The first season opened with the murder of Juliette’s lover, George (Ferdinand Kingsley), who collected forbidden historical artifacts, which silo sheriff Holston Becker (David Oyelowo) investigated at Juliette’s request. When he chose to go outside, he named Juliette as his successor, and she took on George’s case as well as the murder of silo mayor Ruth Jahns (Geraldine James). Many twists ensued, including the existence of a secret group dedicated to remembering the past whose members were being systemically killed. Juliette also began to suspect that the desolate landscape seen through the silo’s camera system was a lie and there was actually a lush green landscape outside.

In the season finale, Juliette made a deal with Holland: She would choose to go outside in exchange for the truth about what happened to George and the continued safety of her friends in Mechanical. The final twist: Juliette survived her outside excursion and realized that the dystopian hellscape was the reality, and the lush green Eden was the lie. And she learned that their silo was one of many, with a ruined city visible in the background.

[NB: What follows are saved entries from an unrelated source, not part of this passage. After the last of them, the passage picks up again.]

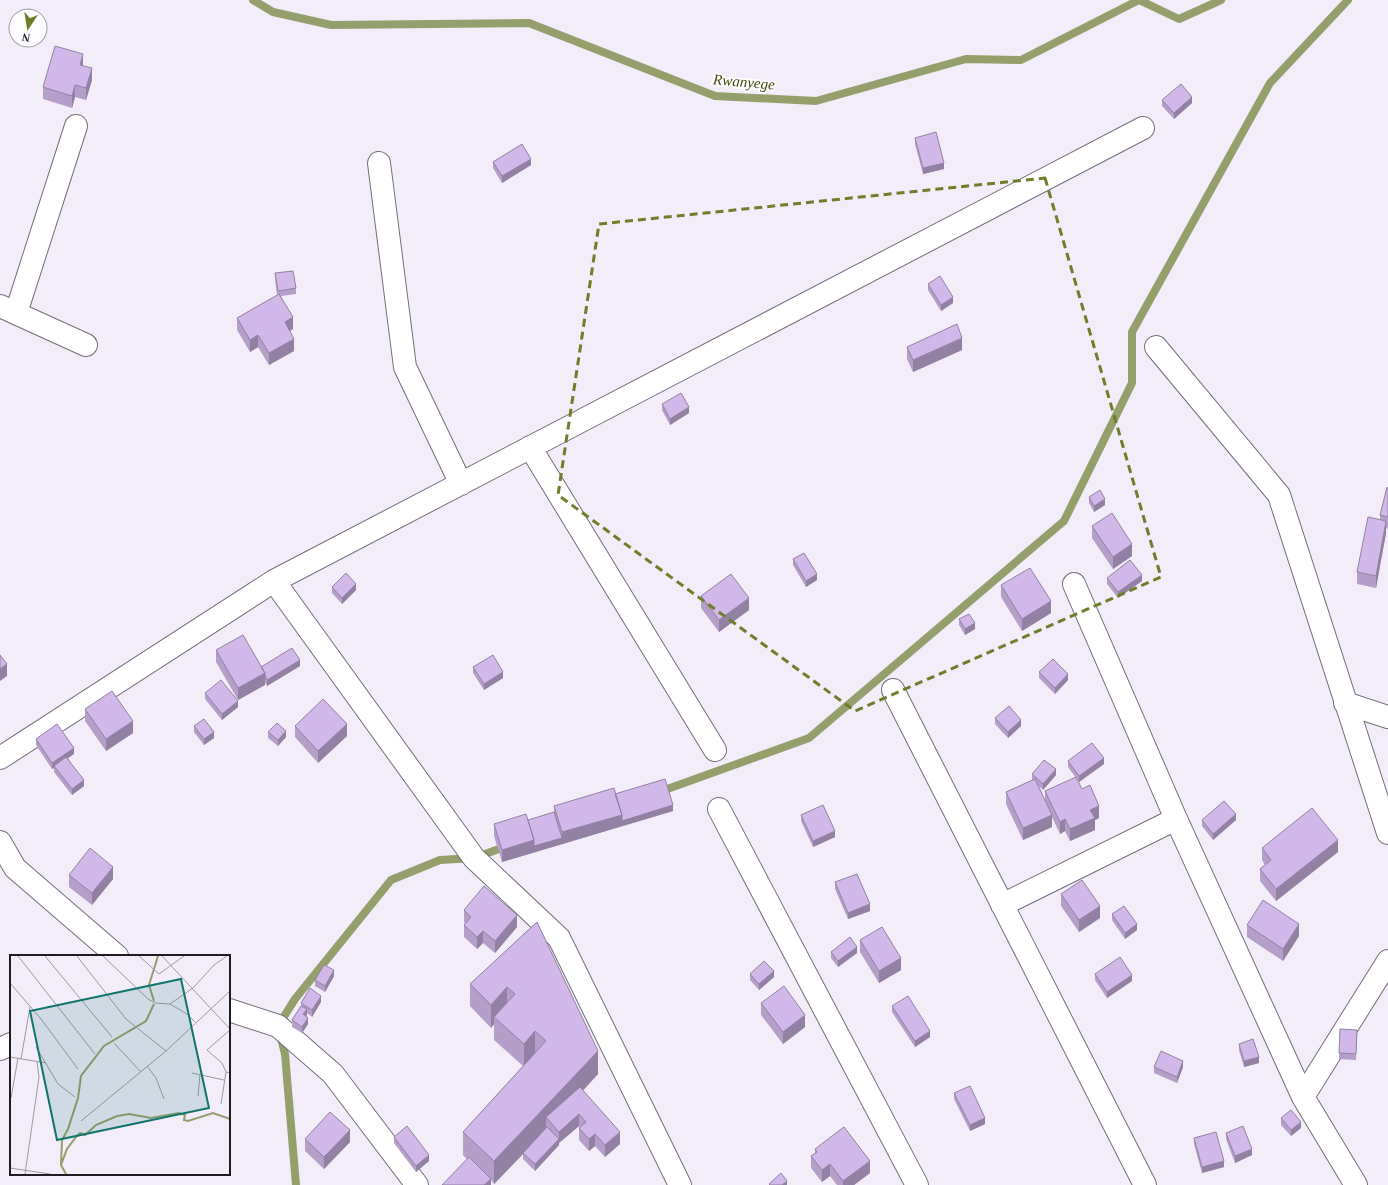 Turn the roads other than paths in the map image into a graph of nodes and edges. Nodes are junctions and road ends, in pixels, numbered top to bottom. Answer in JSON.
{"nodes":[{"id":1,"x":76,"y":126,"type":"dead end"},
{"id":2,"x":1143,"y":128,"type":"dead end"},
{"id":3,"x":379,"y":163,"type":"dead end"},
{"id":4,"x":8,"y":309,"type":"edge"},
{"id":5,"x":86,"y":345,"type":"dead end"},
{"id":6,"x":1156,"y":347,"type":"dead end"},
{"id":7,"x":530,"y":447,"type":"junction"},
{"id":8,"x":461,"y":484,"type":"junction"},
{"id":9,"x":274,"y":581,"type":"junction"},
{"id":10,"x":1074,"y":584,"type":"dead end"},
{"id":11,"x":893,"y":690,"type":"dead end"},
{"id":12,"x":1345,"y":703,"type":"junction"},
{"id":13,"x":1388,"y":717,"type":"edge"},
{"id":14,"x":715,"y":750,"type":"dead end"},
{"id":15,"x":0,"y":758,"type":"edge"},
{"id":16,"x":719,"y":810,"type":"dead end"},
{"id":17,"x":1176,"y":819,"type":"junction"},
{"id":18,"x":1388,"y":833,"type":"edge"},
{"id":19,"x":0,"y":842,"type":"edge"},
{"id":20,"x":1002,"y":905,"type":"junction"},
{"id":21,"x":116,"y":955,"type":"edge"},
{"id":22,"x":1388,"y":961,"type":"edge"},
{"id":23,"x":230,"y":1010,"type":"edge"},
{"id":24,"x":10,"y":1044,"type":"edge"},
{"id":25,"x":0,"y":1049,"type":"edge"},
{"id":26,"x":1303,"y":1097,"type":"junction"},
{"id":27,"x":417,"y":1185,"type":"edge"},
{"id":28,"x":680,"y":1185,"type":"edge"},
{"id":29,"x":917,"y":1185,"type":"edge"},
{"id":30,"x":1145,"y":1185,"type":"edge"},
{"id":31,"x":1356,"y":1185,"type":"edge"}],
"edges":[{"from":1,"to":4,"type":"street"},
{"from":2,"to":7,"type":"street"},
{"from":3,"to":8,"type":"street"},
{"from":4,"to":5,"type":"street"},
{"from":6,"to":12,"type":"street"},
{"from":7,"to":8,"type":"street"},
{"from":7,"to":14,"type":"street"},
{"from":8,"to":9,"type":"street"},
{"from":9,"to":15,"type":"street"},
{"from":9,"to":28,"type":"street"},
{"from":10,"to":17,"type":"street"},
{"from":11,"to":20,"type":"street"},
{"from":12,"to":13,"type":"street"},
{"from":12,"to":18,"type":"street"},
{"from":16,"to":29,"type":"street"},
{"from":17,"to":20,"type":"street"},
{"from":17,"to":26,"type":"street"},
{"from":19,"to":21,"type":"street"},
{"from":20,"to":30,"type":"street"},
{"from":22,"to":26,"type":"street"},
{"from":23,"to":27,"type":"street"},
{"from":24,"to":25,"type":"street"},
{"from":26,"to":31,"type":"street"}]}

The official S2 trailer picks up there but doesn’t provide many additional details. We see Juliette in her protective suit walking across the desolate terrain toward the other silos, human skulls and bones crunching under her feet. When Juliette’s oxygen runs out, she finds shelter and survives, and we later see her trying to enter a silo—whether it’s her original home or another one is unclear. Meanwhile, Holland gives an impassioned speech to his silo residents, declaring her a hero for sacrificing herself.  But rumors swirl that she is alive, and rebellion is clearly brewing, with Juliette becoming a symbol for the movement.

The second season of Silo debuts on Apple TV+ on November 15, 2024. Ferguson has said that there are plans for third and fourth seasons to wrap up the story, which will hopefully be filmed at the same time.